Laurence D. CohenHow important is the boss to the success of an enterprise? The anecdotal evidence is everywhere, pointing to masterful and inept bosses held responsible, respectively, for grand success or miserable failure.

But the more academic research is often inconclusive, in large part because of so many variables that determine organizational success. These range from the state of the economy to the skill of the underlings (and whether the managers are great because Human Resources got lucky, or, of course, because the second tier is inspired by a God-like boss) and the competition itself – among so many other things.
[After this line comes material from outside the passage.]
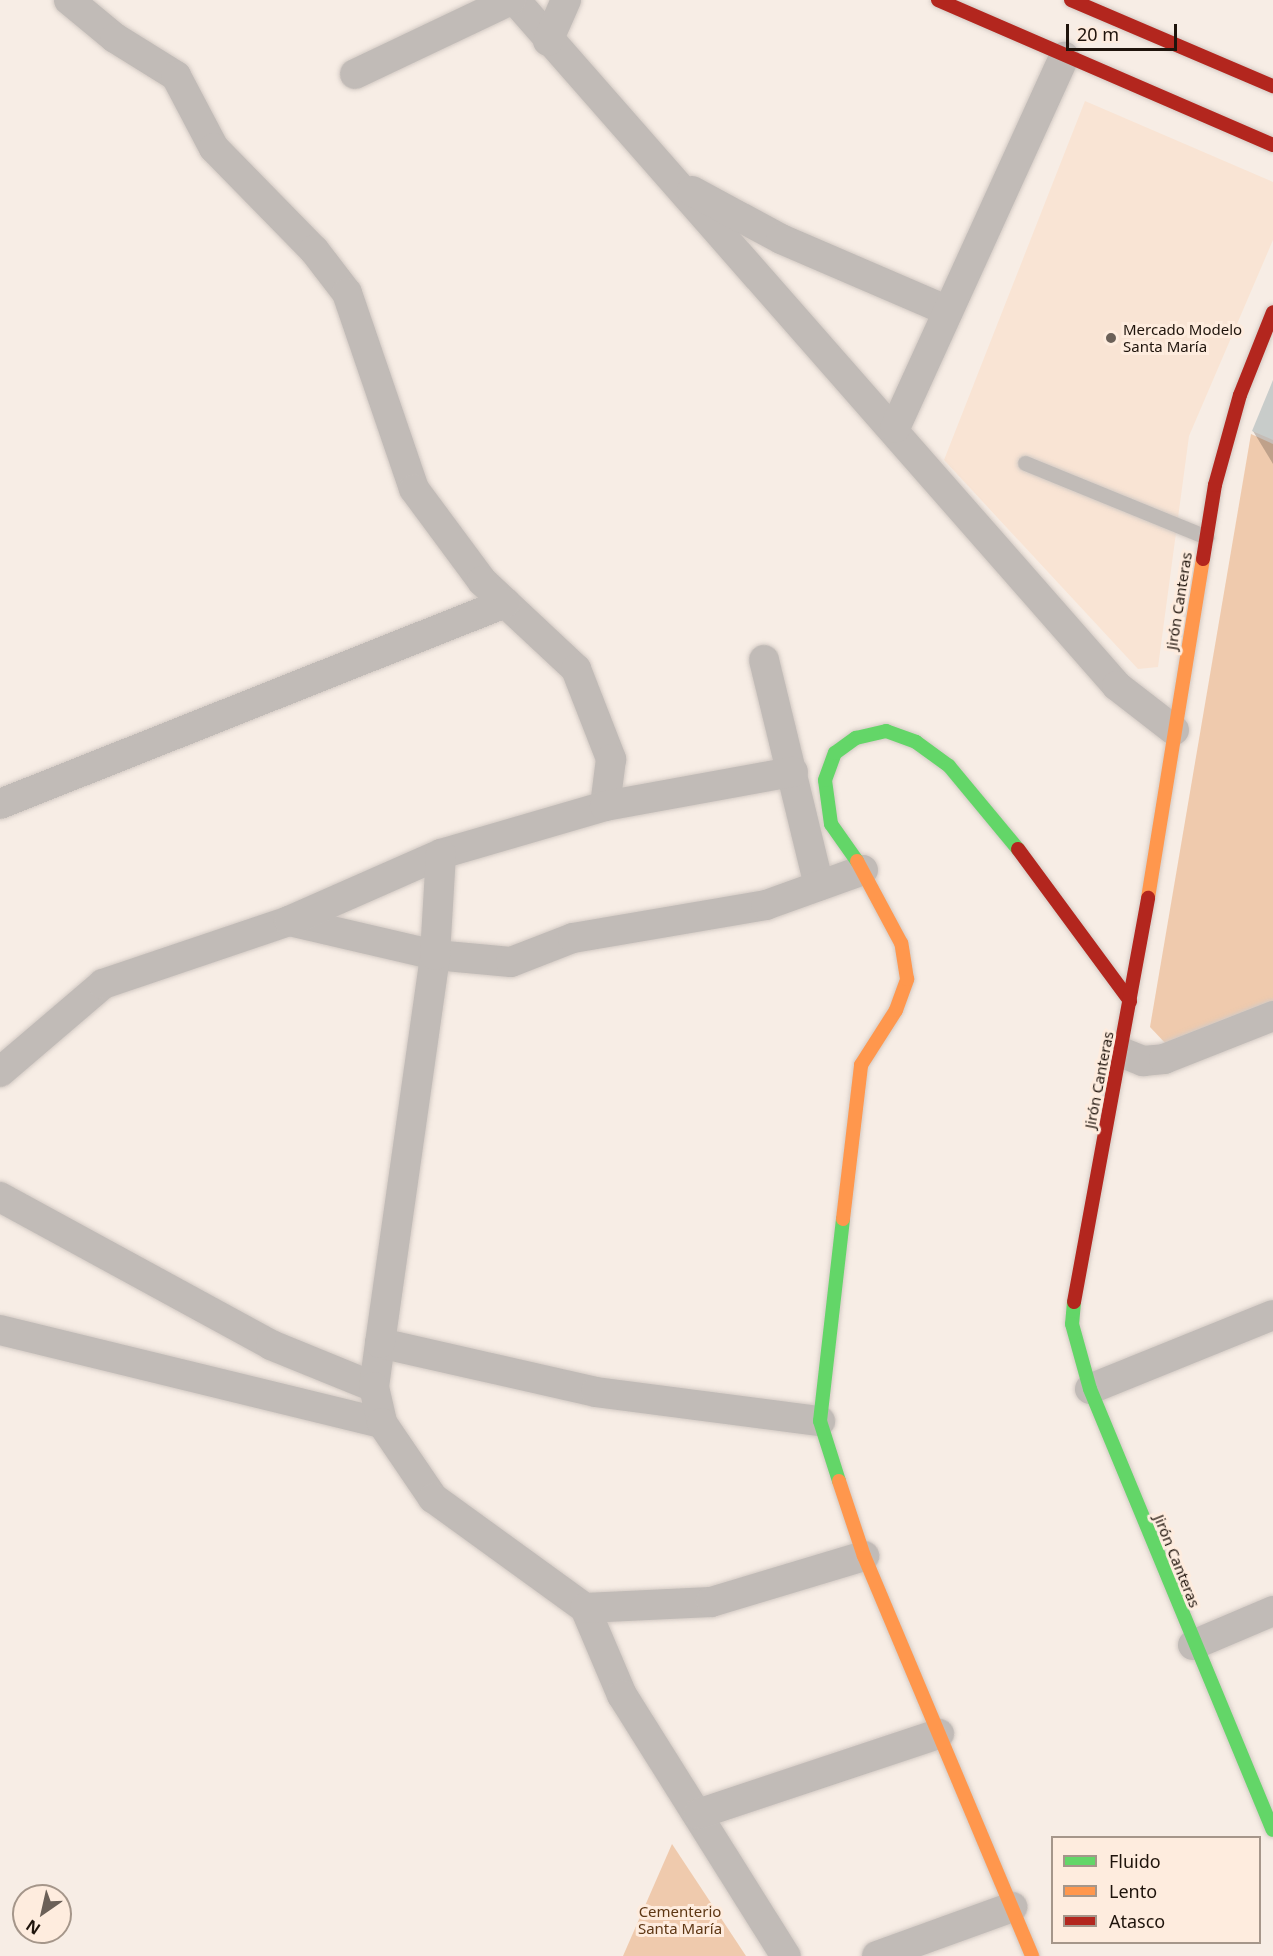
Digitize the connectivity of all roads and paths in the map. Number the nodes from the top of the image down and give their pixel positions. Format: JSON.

In some organizations, it’s safe to say that the boss is largely irrelevant. As is often said of newspaper editors, “how hard can it be?”

But even after decades of debate, and thousands of MBA research papers, both the success and the requisite skills of the perfect boss remain mysterious. Put aside the tiresome “class warfare” debate as to the matter of how much the CEO is allowed to grab from the investors and underlings in a public company, and we are still left with the unanswered: What is the marginal value of that next ounce of sweat from the boss’ furrowed brow? Is the next zillion dollars we give him producing even more success, or is it merely keeping him on board, so he does not wander away to work his magic somewhere else? Or, is it none of those things?

The mystery extends far beyond (or below) the Fortune 500. The butcher, baker and candlestick maker also must toil under bosses of varying skills – or be their own bosses, with a company picnic consisting of themselves and a blanket in the park. And what of the successful high-tech entrepreneurs, who aren’t so great at managing what has sprung up around them? The venture-capital boys are more than happy to march in and show them how to be a boss.

At a more nuts-and-bolts level, every jurisdiction must at some time ponder the mystery and majesty of school principals – bosses of a sort who are vaguely in charge of the educational enterprise that is housed within the building.

Laser Focused

In this age of constipated teacher-union work rules and job protection; in this age of bossy school boards and “core curriculum” and government mandates; some would suggest that school principals are left to be little more than robots, with less discretion than the school janitor.

Still, stories abound of principals who are inspiring or mean or impassioned or something that seems to work, better than at that other school down the street, managed by an apparent drone.

A Massachusetts Department of Elementary and Secondary Education report last month suggested that magical principals can have a positive effect on schools, while the strategy of firing or transferring teachers at bad schools and replacing them has little evidence to support it as an improvement strategy.

Principals at lower-performing schools, the report suggested, “did not exhibit the same level or urgency or laser-like focus on improving instruction and student achievement,” as did the God-like principals at better-performing schools.

On the surface, this research sounds a bit squishy; which is to say that “laser-like focus” isn’t an easy thing to quantify. But, of course, this is educational research we’re talking about, where everything from “new math” to “open classrooms” to “bilingual education” to “tracking” to the long-term benefits of Head Start all had their murky “research” to support them – until everyone sort of shrugged at the inconclusiveness of it all and went back to doing whatever they wanted.

Look at the great “robber barons” of yesteryear. While we assume that they were great bosses, it was the discipline and competition of the marketplace that inspired them to greatness. Rockefeller, Carnegie, Ford, Vanderbilt and Edison all were geniuses of invention and marketing and creativity, in response to market competition – whether or not they were very good at inspiring the file clerk to put everything in alphabetical order.

School principals? It is a constrained, somewhat monopolistic world in which they operate. There must be great, mediocre and terrible principals – but that assessment isn’t easy to make.